__Task objective__.
A copy is needed of each line in the records that has the word "middle".

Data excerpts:
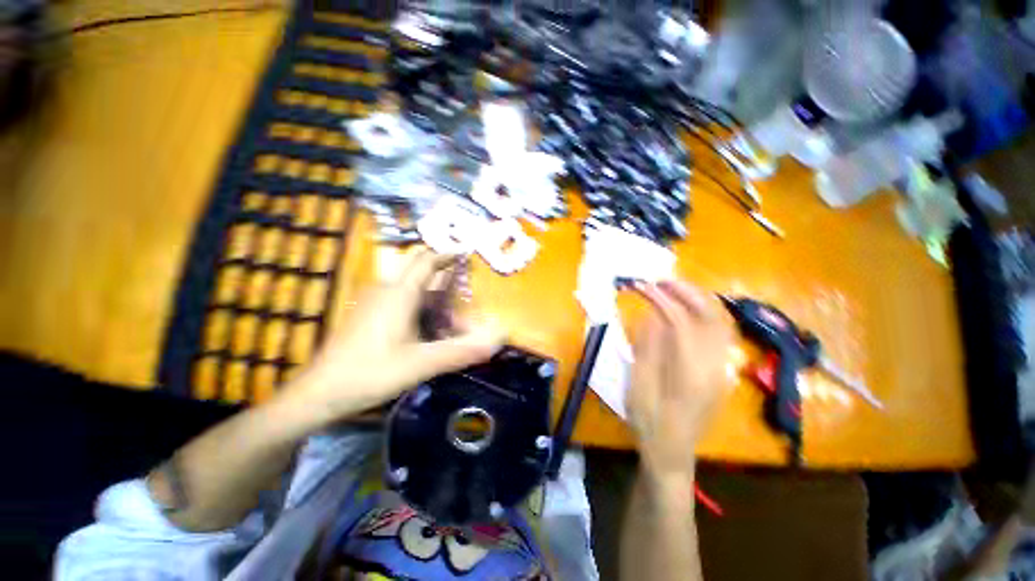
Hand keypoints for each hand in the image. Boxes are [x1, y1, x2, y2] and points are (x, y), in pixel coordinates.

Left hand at [288, 250, 504, 423]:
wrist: (319, 393)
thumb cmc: (370, 373)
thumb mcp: (421, 364)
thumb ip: (460, 352)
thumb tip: (497, 341)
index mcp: (399, 294)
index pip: (426, 260)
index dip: (446, 254)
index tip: (465, 252)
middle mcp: (385, 291)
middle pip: (416, 268)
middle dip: (440, 271)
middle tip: (461, 285)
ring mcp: (373, 302)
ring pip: (408, 286)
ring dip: (431, 293)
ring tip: (450, 314)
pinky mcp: (367, 315)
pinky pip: (399, 299)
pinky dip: (418, 304)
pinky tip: (426, 327)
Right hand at [628, 280, 734, 483]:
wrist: (672, 452)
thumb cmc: (649, 421)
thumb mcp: (638, 385)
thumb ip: (648, 347)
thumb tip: (652, 314)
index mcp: (692, 373)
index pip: (683, 321)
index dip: (662, 299)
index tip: (642, 286)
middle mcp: (716, 366)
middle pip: (711, 316)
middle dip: (686, 291)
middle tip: (660, 280)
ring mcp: (723, 368)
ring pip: (721, 321)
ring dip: (698, 299)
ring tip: (672, 288)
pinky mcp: (721, 371)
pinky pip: (720, 333)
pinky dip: (705, 312)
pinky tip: (687, 309)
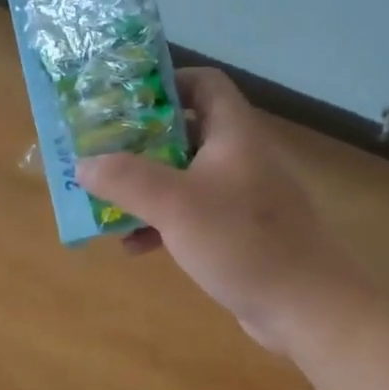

__Your response__.
middle mcp: (385, 291)
middle pip: (416, 268)
middle dip: (440, 271)
middle tip: (461, 285)
middle mcp: (716, 366)
middle pip: (711, 316)
middle dip: (686, 291)
middle tip: (660, 280)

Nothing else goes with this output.